- _WHAT THE TASK REQUIRES_:
Could you please retype all of the entries exactly as they appear?

- _EXERCISE DATA_:

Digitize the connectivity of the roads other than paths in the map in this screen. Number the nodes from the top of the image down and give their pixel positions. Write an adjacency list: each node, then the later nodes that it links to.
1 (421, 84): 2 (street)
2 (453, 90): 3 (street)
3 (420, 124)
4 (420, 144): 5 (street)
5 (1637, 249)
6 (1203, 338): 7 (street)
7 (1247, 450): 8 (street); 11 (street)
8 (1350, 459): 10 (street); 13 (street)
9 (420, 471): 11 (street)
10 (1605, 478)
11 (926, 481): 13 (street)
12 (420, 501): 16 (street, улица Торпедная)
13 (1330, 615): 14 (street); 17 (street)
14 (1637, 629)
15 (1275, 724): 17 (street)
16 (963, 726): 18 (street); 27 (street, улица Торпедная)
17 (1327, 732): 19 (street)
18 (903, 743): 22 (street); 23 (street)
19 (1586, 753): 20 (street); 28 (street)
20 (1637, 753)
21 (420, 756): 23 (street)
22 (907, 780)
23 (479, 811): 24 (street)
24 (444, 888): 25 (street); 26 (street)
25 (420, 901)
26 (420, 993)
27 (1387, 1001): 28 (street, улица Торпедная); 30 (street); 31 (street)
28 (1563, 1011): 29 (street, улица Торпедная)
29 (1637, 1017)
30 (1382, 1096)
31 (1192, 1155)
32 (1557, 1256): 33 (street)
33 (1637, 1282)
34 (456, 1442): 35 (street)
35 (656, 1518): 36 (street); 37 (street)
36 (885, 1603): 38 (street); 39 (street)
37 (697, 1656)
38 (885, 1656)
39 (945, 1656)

- _ANSWER TO THIS TASK_:
Digitize the connectivity of the roads other than paths in the map in this screen. Number the nodes from the top of the image down and give their pixel positions. Write an adjacency list: each node, then the later nodes that it links to.
1 (421, 84): 2 (street)
2 (453, 90): 3 (street)
3 (420, 124)
4 (420, 144): 5 (street)
5 (1637, 249)
6 (1203, 338): 7 (street)
7 (1247, 450): 8 (street); 11 (street)
8 (1350, 459): 10 (street); 13 (street)
9 (420, 471): 11 (street)
10 (1605, 478)
11 (926, 481): 13 (street)
12 (420, 501): 16 (street, улица Торпедная)
13 (1330, 615): 14 (street); 17 (street)
14 (1637, 629)
15 (1275, 724): 17 (street)
16 (963, 726): 18 (street); 27 (street, улица Торпедная)
17 (1327, 732): 19 (street)
18 (903, 743): 22 (street); 23 (street)
19 (1586, 753): 20 (street); 28 (street)
20 (1637, 753)
21 (420, 756): 23 (street)
22 (907, 780)
23 (479, 811): 24 (street)
24 (444, 888): 25 (street); 26 (street)
25 (420, 901)
26 (420, 993)
27 (1387, 1001): 28 (street, улица Торпедная); 30 (street); 31 (street)
28 (1563, 1011): 29 (street, улица Торпедная)
29 (1637, 1017)
30 (1382, 1096)
31 (1192, 1155)
32 (1557, 1256): 33 (street)
33 (1637, 1282)
34 (456, 1442): 35 (street)
35 (656, 1518): 36 (street); 37 (street)
36 (885, 1603): 38 (street); 39 (street)
37 (697, 1656)
38 (885, 1656)
39 (945, 1656)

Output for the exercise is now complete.